Reporting System to Improve Safety of the Blood Supply
Project Award Date: 05-01-1999
Investigators at the University of Kansas will continue refining and expanding a case-based reasoning computerized search engine that they have built. The dynamic engine will replace the rather static, "electronic graveyard"-type system in place now. When an adverse situation is reported nationally, blood banks now have the ability to search their databases to see if a similar event has taken place at their location. In addition, they will soon have the capability of searching the aggregate, national database, which will enable them to benchmark and view national trends.
A mechanism to allow for the easy formulation of customized user queries is also under development at KU. This will allow MERS-TM users to identify and study specific problem areas in their institution.

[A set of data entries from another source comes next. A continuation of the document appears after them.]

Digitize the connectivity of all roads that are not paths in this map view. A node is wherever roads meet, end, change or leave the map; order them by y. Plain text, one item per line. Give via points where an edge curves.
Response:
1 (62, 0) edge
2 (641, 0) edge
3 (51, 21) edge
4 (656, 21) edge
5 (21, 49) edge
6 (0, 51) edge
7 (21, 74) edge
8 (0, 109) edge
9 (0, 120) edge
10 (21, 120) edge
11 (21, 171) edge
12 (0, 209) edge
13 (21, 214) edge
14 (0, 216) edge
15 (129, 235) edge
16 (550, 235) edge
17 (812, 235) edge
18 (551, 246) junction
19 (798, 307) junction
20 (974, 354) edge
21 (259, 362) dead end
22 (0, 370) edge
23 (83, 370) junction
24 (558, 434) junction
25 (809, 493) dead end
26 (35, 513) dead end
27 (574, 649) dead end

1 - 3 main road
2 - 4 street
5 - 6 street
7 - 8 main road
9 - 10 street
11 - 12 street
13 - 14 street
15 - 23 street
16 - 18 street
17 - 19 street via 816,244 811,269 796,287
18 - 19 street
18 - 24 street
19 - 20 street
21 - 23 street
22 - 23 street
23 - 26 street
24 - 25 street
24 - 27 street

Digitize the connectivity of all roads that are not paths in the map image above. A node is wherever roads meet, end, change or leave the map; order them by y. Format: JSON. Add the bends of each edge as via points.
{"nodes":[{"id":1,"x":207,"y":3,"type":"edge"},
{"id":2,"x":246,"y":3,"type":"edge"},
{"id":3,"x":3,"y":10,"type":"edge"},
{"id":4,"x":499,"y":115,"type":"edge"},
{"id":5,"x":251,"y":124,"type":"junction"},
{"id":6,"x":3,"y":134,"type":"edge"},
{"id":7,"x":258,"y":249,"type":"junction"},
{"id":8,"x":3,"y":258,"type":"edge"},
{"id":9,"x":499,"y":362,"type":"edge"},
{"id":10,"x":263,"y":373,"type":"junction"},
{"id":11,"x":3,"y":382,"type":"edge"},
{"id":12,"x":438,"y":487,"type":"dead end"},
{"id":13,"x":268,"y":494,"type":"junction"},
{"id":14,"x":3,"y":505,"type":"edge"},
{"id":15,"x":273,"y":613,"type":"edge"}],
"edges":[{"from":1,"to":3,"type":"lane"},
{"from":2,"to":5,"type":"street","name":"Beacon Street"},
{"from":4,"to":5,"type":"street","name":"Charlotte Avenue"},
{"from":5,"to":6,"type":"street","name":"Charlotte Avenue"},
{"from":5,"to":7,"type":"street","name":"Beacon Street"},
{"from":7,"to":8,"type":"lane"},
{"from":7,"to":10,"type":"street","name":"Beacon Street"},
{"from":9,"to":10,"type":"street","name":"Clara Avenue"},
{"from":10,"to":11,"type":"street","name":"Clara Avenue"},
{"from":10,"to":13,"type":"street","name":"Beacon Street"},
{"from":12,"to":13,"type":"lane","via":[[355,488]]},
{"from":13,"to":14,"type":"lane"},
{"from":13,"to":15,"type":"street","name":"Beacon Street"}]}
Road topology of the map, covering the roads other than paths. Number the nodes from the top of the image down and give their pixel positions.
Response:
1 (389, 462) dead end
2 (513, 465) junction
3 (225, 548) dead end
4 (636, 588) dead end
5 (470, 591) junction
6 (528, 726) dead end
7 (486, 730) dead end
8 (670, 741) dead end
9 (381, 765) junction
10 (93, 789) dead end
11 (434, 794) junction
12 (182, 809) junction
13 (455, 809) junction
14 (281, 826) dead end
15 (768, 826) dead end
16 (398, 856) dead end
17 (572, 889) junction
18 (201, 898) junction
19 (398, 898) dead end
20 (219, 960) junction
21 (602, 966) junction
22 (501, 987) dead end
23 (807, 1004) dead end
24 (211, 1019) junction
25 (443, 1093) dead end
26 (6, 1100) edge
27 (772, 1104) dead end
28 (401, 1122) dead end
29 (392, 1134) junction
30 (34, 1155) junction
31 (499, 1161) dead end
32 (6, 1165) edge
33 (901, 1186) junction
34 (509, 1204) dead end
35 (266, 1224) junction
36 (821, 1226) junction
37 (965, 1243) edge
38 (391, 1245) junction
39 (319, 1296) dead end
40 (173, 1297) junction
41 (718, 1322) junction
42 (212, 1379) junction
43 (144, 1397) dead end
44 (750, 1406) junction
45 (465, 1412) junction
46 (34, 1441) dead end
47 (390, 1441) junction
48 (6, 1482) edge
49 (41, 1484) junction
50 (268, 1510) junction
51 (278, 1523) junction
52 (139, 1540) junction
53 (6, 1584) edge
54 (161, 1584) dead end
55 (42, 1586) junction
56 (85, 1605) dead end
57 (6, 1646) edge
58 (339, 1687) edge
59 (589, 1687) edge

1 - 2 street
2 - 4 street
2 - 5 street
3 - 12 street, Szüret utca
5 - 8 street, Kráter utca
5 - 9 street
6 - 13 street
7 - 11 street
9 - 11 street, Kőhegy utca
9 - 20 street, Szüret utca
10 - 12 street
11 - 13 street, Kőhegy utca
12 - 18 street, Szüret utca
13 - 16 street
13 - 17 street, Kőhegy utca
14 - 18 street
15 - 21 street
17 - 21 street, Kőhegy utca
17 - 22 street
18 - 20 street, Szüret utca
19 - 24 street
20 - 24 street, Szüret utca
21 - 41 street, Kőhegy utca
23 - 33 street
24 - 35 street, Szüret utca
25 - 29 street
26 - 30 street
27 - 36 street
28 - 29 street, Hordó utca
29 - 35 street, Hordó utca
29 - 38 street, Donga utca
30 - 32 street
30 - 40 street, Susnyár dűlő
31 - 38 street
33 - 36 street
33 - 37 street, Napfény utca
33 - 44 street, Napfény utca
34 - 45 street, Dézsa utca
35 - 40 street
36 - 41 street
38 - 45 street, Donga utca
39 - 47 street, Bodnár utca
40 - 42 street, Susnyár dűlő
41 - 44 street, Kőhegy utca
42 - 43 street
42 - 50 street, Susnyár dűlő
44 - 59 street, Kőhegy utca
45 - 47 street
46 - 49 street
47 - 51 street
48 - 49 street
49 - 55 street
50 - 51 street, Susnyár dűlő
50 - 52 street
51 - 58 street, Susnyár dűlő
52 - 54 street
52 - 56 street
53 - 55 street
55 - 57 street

The KU researchers continue to modify the computer programs within MERS-TM to improve their utility and search capability. A Web-based data input form has been developed as a supplement to the smart paper-based format. For those institutions with sufficient computer capability, the new input process may completely eliminate the need for paper. The Web-based input form will be used in a pilot program, which began in April 2001, and is being developed as a prototype for the FDA error and accident reporting system, which was mandated as of May 2001.
During recent work, we have heavily modified our Web-based retrieval engine. The engine now consists of three separate components: (1) A case-based component that uses partial matching and semantic similarity to identify related event reports. The retrieval engine is integrated with the Access database system using the OBDM standard. (2) A database retrieval component that allows users to enter queries to the Access database through a graphical interface. (3) A database definition component that allows users to create and manage new databases of events, define report accession numbers, and so on.
The whole software has been extensively tested and debugged, and has been bundled with an installation program. This allows users to easily load it on a computer and start working immediately. We have produced user and programmer manuals to accompany the software as well.
Primary Sponsor(s): Columbia University (subcontractor); Southwestern Medical Center (main contractor)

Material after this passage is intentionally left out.